1953. Au sud-est des Pays-Bas, dans la partie la plus reculée, Saint Joseph des Anges est une institution tenue par des moines franciscains. Ils n'appartiennent plus au monde extérieur, n'ont pas de vêtements personnels, humblement engoncés dans une bure rugueuse qui écorche la peau tel un sac de jute. Ils vivent selon les trois grands principes de leur guide, Saint François d'Assise : pauvreté, obéissance, chasteté.
"Je ne m'appelle pas Bonaventura. Mon nom véritable doit s'être égaré dans le néant et le vide de l'impersonnel, car nous sommes ramenés au néant, exclusivement consacrés à Dieu, c'est-à-dire à l'impersonnel." Eldert Haman est entré à Saint Joseph en qualité de professeur d'allemand pour les pensionnaires de l'institution, des garçons entre douze et dix-sept ans. Petit à petit, il s'est laissé dépouiller de tout : son vélo, son passeport, son salaire, son stylo, la montre de son grand-père. A vingt-six ans, comme anesthésié, n'ayant jusque là pas vraiment pris sa vie en mains, il se retrouve postulant à la vie religieuse, il se laisse emmurer, condamné à perpétuité. La discipline et l'ordre se sont durcis il y a de cela deux ans, à l'arrivée de frère Mansuetus venu "moderniser" l'enseignement. C'est un colosse aux pieds légers, une montagne qui domine tout qu'il soit assis ou debout; il ne parle pas, il éructe et grogne, ce qui lui vaut le délicat surnom de "frère sanglier". Il instaure un climat de terreur, sanctionne le moindre écart de conduite, prive de sortie, humilie et donne des coups qui sont de véritables dérouillées.

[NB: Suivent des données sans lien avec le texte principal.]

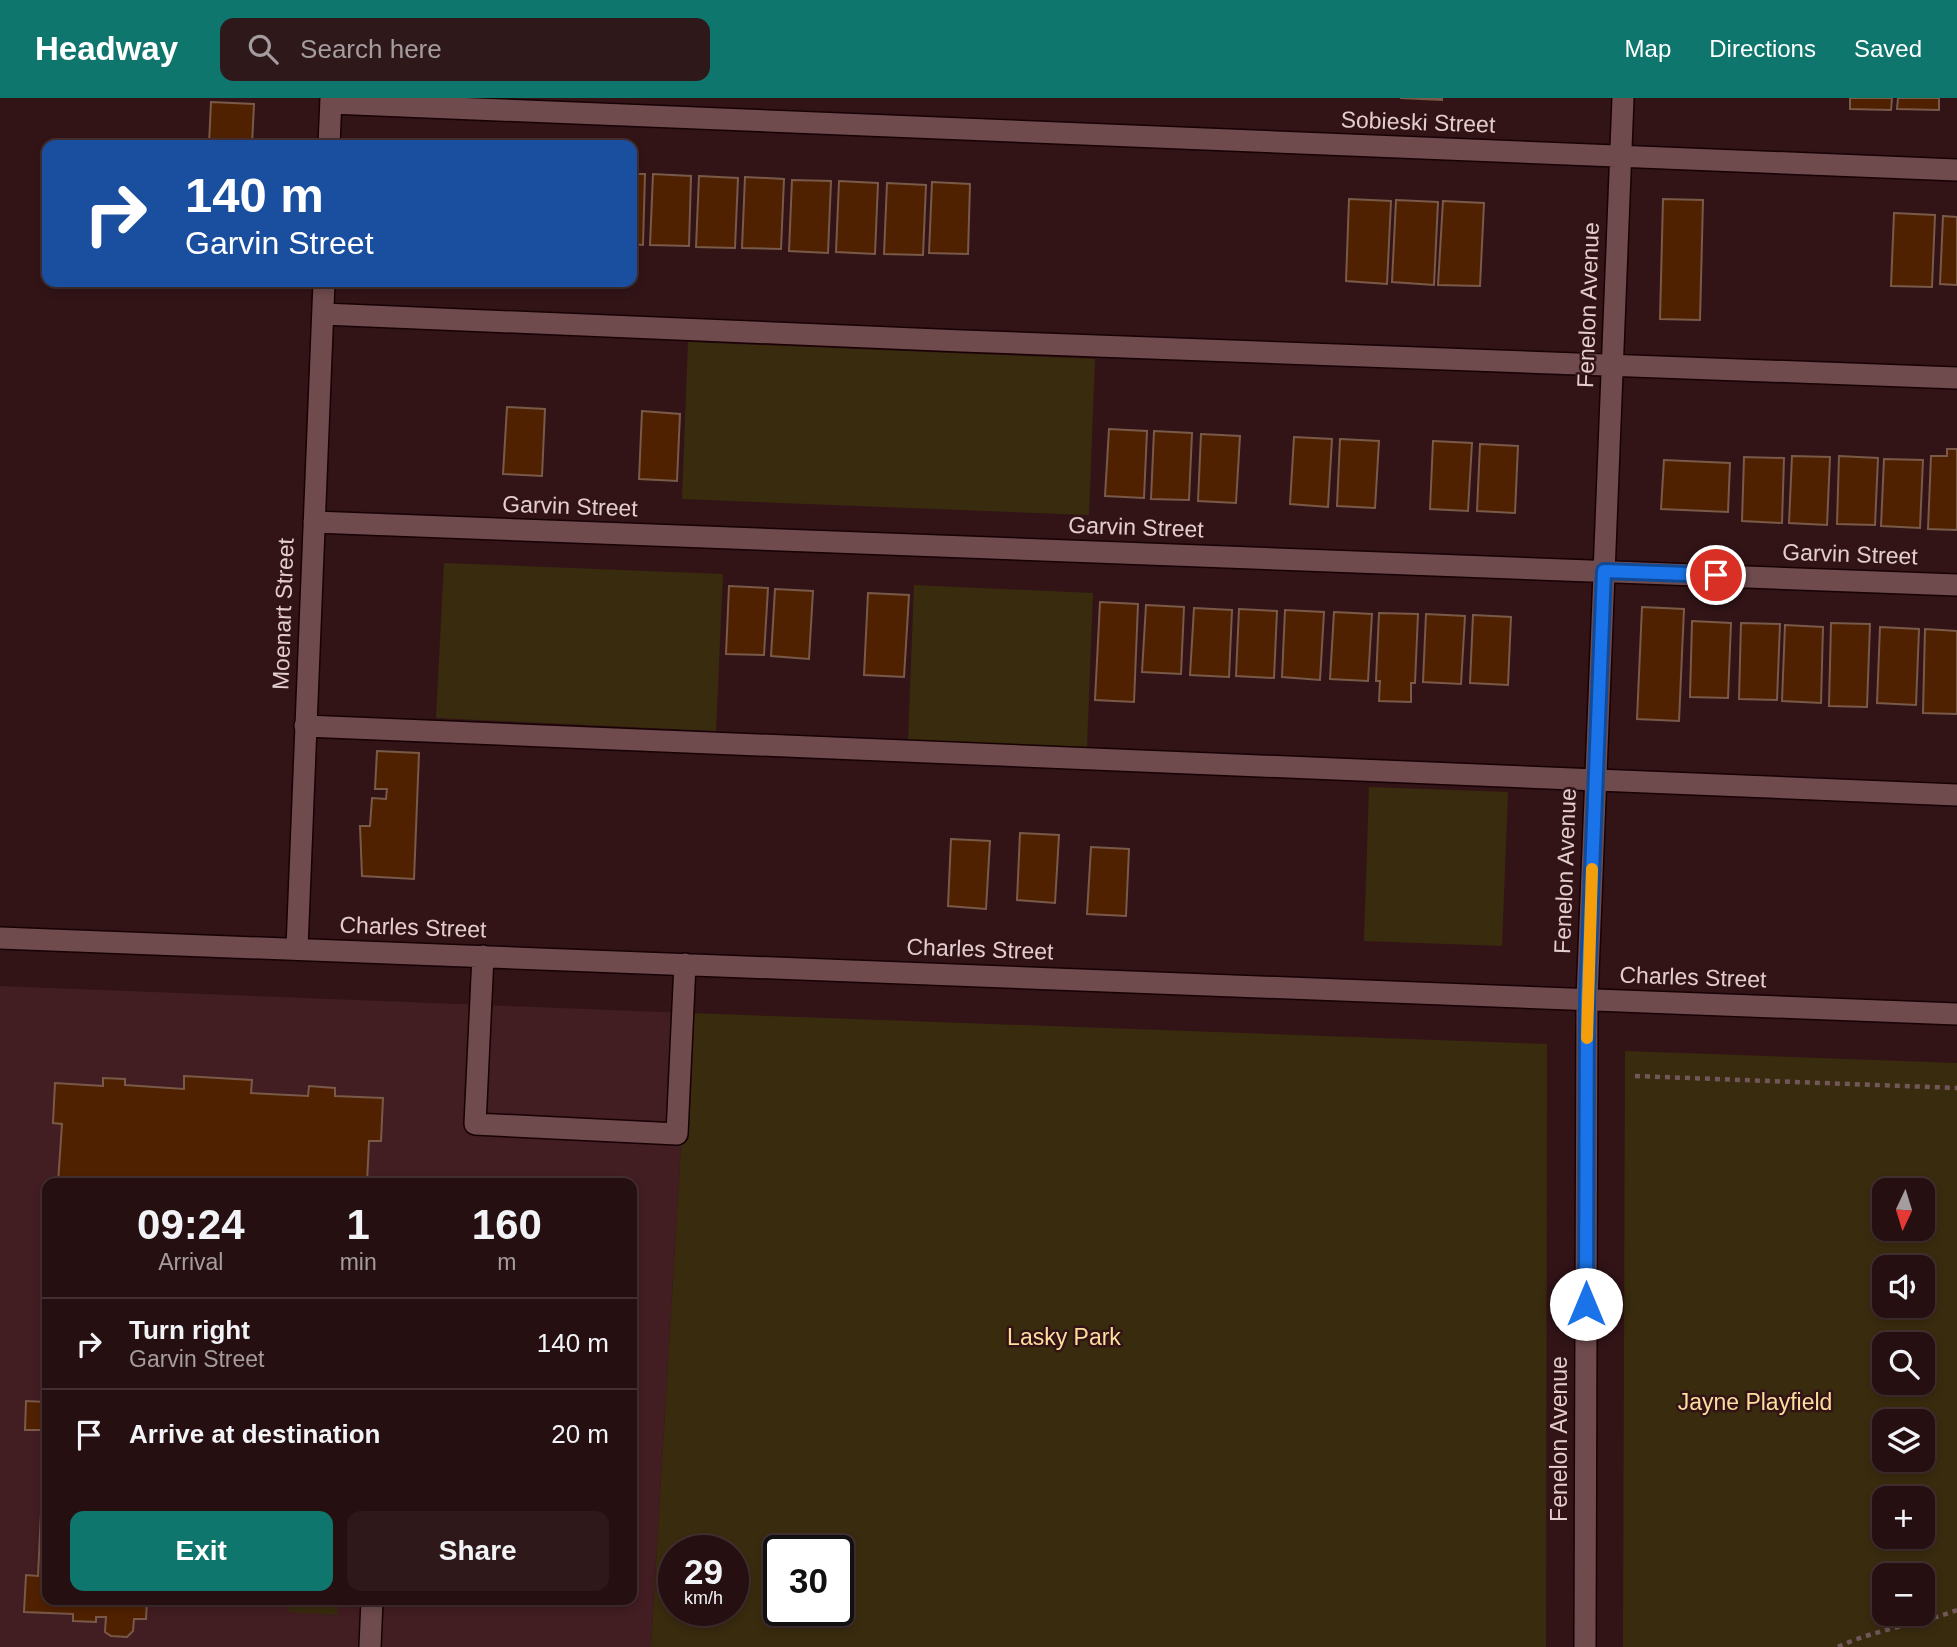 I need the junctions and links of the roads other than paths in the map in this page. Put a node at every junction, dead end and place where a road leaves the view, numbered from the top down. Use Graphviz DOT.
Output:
graph roads {
  1 [pos="1623,98"];
  2 [pos="331,100"];
  3 [pos="329,140"];
  4 [pos="1619,156"];
  5 [pos="1957,170"];
  6 [pos="324,287"];
  7 [pos="323,314"];
  8 [pos="1612,363"];
  9 [pos="1957,378"];
  10 [pos="313,522"];
  11 [pos="1604,571"];
  12 [pos="1957,585"];
  13 [pos="305,726"];
  14 [pos="1595,780"];
  15 [pos="1957,795"];
  16 [pos="0,938"];
  17 [pos="297,948"];
  18 [pos="483,956"];
  19 [pos="685,964"];
  20 [pos="1587,999"];
  21 [pos="1957,1014"];
  22 [pos="372,1605"];
  23 [pos="370,1647"];
  24 [pos="1585,1647"];
  1 -- 4 [label="street, Fenelon Avenue"];
  2 -- 3 [label="street"];
  2 -- 4 [label="street, Sobieski Street"];
  4 -- 5 [label="street, Sobieski Street"];
  4 -- 8 [label="street, Fenelon Avenue"];
  6 -- 7 [label="street, Moenart Street"];
  7 -- 8 [label="street"];
  7 -- 10 [label="street, Moenart Street"];
  8 -- 9 [label="street"];
  8 -- 11 [label="street, Fenelon Avenue"];
  10 -- 11 [label="street, Garvin Street"];
  10 -- 13 [label="street, Moenart Street"];
  11 -- 12 [label="street, Garvin Street"];
  11 -- 14 [label="street, Fenelon Avenue"];
  13 -- 14 [label="street"];
  13 -- 17 [label="street, Moenart Street"];
  14 -- 15 [label="street"];
  14 -- 20 [label="street, Fenelon Avenue"];
  16 -- 17 [label="street, Charles Street"];
  17 -- 18 [label="street, Charles Street"];
  18 -- 19 [label="street, Charles Street"];
  18 -- 19 [label="street"];
  19 -- 20 [label="street, Charles Street"];
  20 -- 21 [label="street, Charles Street"];
  20 -- 24 [label="street, Fenelon Avenue"];
  22 -- 23 [label="street"];
}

"Il nous a engueulés, agonis de reproches, ce qu'il n'allait d'ailleurs jamais cesser de faire, comme si notre paisible monastère était un camp de prisonniers de guerre allemand, russe ou japonais sur lequel commençaient à transpirer des informations faisant état des horreurs qui y étaient perpétrées, et où, bien sûr, il devait se passer des choses encore infiniment plus terribles. Ou comme si nous étions à ses yeux des criminels."
Tout, là, tient d'une maison de correction et n'est en aucune façon le royaume d'amour que glorifiait le Père fondateur. Devenu indécis et apathique à force d'obéissance, Eldert se réveille le jour où Mark, fluet garçon de quatorze ans disparaît après avoir été convoqué par Mansuetus. Il s'avère que ce dernier est attiré par les jolis garçonnets blonds aux yeux bleus... Le temps est venu pour Eldert de se retrouver et d'agir.
La plume de Jeroen Brouwers est splendide et magnétique. Nous lisons avec plaisir son style flamboyant en dépit du thème écoeurant et révoltant, celui de l'abus sur mineurs et du silence, voire de la complicité, de certains témoins.
"Nous sommes des frères. Certains sont de vrais porcs."
"Il y a des siècles que le clergé abuse sexuellement des enfants et des jeunes, et ces pratiques se perpétueront. Tout le monde sait, et tout le monde se tait par crainte du pouvoir de cette Gestapo qu'est l'Eglise."
L'auteur situe son histoire huit ans après la fin de la Seconde Guerre mondiale, le souvenir du nazisme n'en est pas encore un. Le roman s'en fait l'écho, fustigeant le règne par la peur sur des êtres plus faibles, et ce au nom d'un dogme. Le salut résulte de soumission et de silence. Tout renvoie à l'univers concentrationnaire, la déshumanisation, le gel de toute rébellion, la dépréciation de soi... Il se veut une illustration du sadisme auquel le désir sexuel frustré peut mener. Jeroen Brouwers interroge notre responsabilité face à certaines circonstances insoutenables et intolérables, les sursauts de notre conscience se révoltant contre les plus vils instincts, parce que nous avons le choix de ne pas nous taire.
"Les noeuds de la corde monastique forment chacun une sorte de petit rouleau analogue à celui qui constituent, en plus grand, les tours morts du noeud coulant passé puis serré sous le menton des condamnés à la pendaison avant que, sous leurs pieds, ne s'ouvre la trappe."